Die amerikanische SafeHarbor-Regelung ermöglicht daher Eingriffe der amerikanischen Behörden in die Grundrechte von Personen, die US - Recht nicht unterliegen. Es ist vielmehr so, dass die amerikanischen Behörden auf die aus den Mitgliedstaaten in die Vereinigten Staaten übermittelten personenbezogenen Daten zugreifen dürfen und sie in einer Weise verarbeiten konnten, die namentlich mit den Zielsetzungen ihrer Übermittlung unvereinbar war und über das hinausging, was nach Ansicht der Kommission zum Schutz der nationalen Sicherheit absolut notwendig und verhältnismäßig gewesen wäre.
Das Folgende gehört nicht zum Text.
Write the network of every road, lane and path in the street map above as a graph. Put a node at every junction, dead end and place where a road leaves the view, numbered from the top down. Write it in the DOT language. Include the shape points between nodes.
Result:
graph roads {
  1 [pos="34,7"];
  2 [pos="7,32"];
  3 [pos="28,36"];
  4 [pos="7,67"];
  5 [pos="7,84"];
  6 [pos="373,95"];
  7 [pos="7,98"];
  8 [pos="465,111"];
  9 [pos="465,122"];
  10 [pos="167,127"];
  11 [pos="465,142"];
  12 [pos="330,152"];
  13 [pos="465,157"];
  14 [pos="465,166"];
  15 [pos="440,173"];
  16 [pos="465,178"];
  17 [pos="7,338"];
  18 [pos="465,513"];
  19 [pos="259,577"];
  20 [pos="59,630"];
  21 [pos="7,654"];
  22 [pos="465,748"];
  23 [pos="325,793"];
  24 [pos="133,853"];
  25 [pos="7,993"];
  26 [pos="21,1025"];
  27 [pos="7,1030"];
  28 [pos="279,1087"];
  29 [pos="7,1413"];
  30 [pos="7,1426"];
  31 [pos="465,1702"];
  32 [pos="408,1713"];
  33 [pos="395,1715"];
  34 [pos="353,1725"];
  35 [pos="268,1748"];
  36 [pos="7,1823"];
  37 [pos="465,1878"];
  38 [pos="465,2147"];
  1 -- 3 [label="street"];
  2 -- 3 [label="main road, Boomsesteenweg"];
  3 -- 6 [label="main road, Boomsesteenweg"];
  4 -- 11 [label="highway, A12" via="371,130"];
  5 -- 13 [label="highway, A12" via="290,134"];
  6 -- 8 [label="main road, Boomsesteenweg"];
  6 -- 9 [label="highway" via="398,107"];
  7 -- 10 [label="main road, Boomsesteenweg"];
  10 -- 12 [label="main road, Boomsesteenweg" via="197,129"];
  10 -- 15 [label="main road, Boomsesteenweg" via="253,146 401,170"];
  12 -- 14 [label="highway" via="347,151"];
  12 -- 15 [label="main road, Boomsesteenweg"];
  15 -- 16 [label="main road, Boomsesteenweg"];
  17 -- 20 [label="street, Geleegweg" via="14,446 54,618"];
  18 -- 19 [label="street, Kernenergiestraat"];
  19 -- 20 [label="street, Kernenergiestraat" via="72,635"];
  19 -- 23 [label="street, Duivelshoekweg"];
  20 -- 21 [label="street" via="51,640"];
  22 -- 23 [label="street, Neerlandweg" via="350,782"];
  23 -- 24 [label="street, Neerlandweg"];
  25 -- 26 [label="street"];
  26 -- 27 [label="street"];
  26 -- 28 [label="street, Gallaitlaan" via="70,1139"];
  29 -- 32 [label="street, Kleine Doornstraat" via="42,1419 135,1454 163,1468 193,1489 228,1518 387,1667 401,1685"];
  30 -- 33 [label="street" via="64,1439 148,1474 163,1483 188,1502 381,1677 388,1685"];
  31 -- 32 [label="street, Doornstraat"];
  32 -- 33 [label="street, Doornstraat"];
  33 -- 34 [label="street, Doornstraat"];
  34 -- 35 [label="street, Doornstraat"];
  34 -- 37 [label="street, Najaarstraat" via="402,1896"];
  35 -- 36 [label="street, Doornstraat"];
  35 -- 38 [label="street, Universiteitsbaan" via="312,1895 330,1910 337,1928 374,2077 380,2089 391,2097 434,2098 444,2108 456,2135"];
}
Es gibt nach US - Recht für die Betroffenen keine administrativen oder gerichtlichen Rechtsbehelfe, die es ihnen erlauben, Zugang zu den sie betreffenden Daten zu erhalten und gegebenenfalls deren Berichtigung oder Löschung zu erwirken. Ob es derart effektive Rechte nach deutschen Recht oder einer anderen Rechtsordnung in bestimmten Bereichen gibt, sei hier dahingestellt


Der Gerichtshof wird aber sehr deutlich, indem er ausführt, dass eine Regelung, die es Behörden gestattet, generell auf den Inhalt elektronischer Kommunikation zuzugreifen, den Wesensgehalt des Grundrechts auf Achtung des Privatlebens verletzt. Das ist eine sehr weitreichende Formel, bei der man in der Zukunft beobachten muss, wie sie angewendet werden wird. Der EuGH vertieft dies weiter dahingehend, dass es für Betroffene eine Möglichkeit effektiven Rechtsschutzes geben muss, weil eine solche Möglichkeit dem
dem Wesen eines Rechtsstaats inhärent ist.


Der EuGH stellt klar, dass die Entscheidung der Kommission vom 26. Juli 2000 den nationalen Datenschutzbehörden Befugnisse entzieht, die ihnen für den Fall zustehen, dass eine Person die Vereinbarkeit der Entscheidung mit dem Schutz der Privatsphäre sowie der Freiheiten und Grundrechte von Personen in Frage stellt. Die Kommission hatte keine Kompetenz, die Befugnisse der nationalen Datenschutzbehörden in dieser Weise zu beschränken. Die Entscheidung der Kommission vom 26. Juli 2000 wird für ungültig erklärt. Letztlich wird eine Entscheidung der Europäischen Kommission verworfen, zu der sie gar nicht befugt war. 


Infolgedessen muss die irische Datenschutzbehörde die Beschwerde des Klägers mit aller gebotenen Sorgfalt prüfen und ihn neu dahingehend bescheiden,  ob nach der Richtlinie die Übermittlung der Daten der europäischen Nutzer von Facebook in die Vereinigten Staaten auszusetzen ist, weil dieses Land kein angemessenes Schutzniveau für personenbezogene Daten bietet. Diese Entscheidung wird abzuwarten sein. Derzeitige Änderungen für die Praxis: keine.  

Die Entscheidung hat daher beispielsweise auf die einschlägige Klauselpraxis in AGB und in Verträgen derzeit nach hiesiger Einschätzung noch keine Auswirkungen.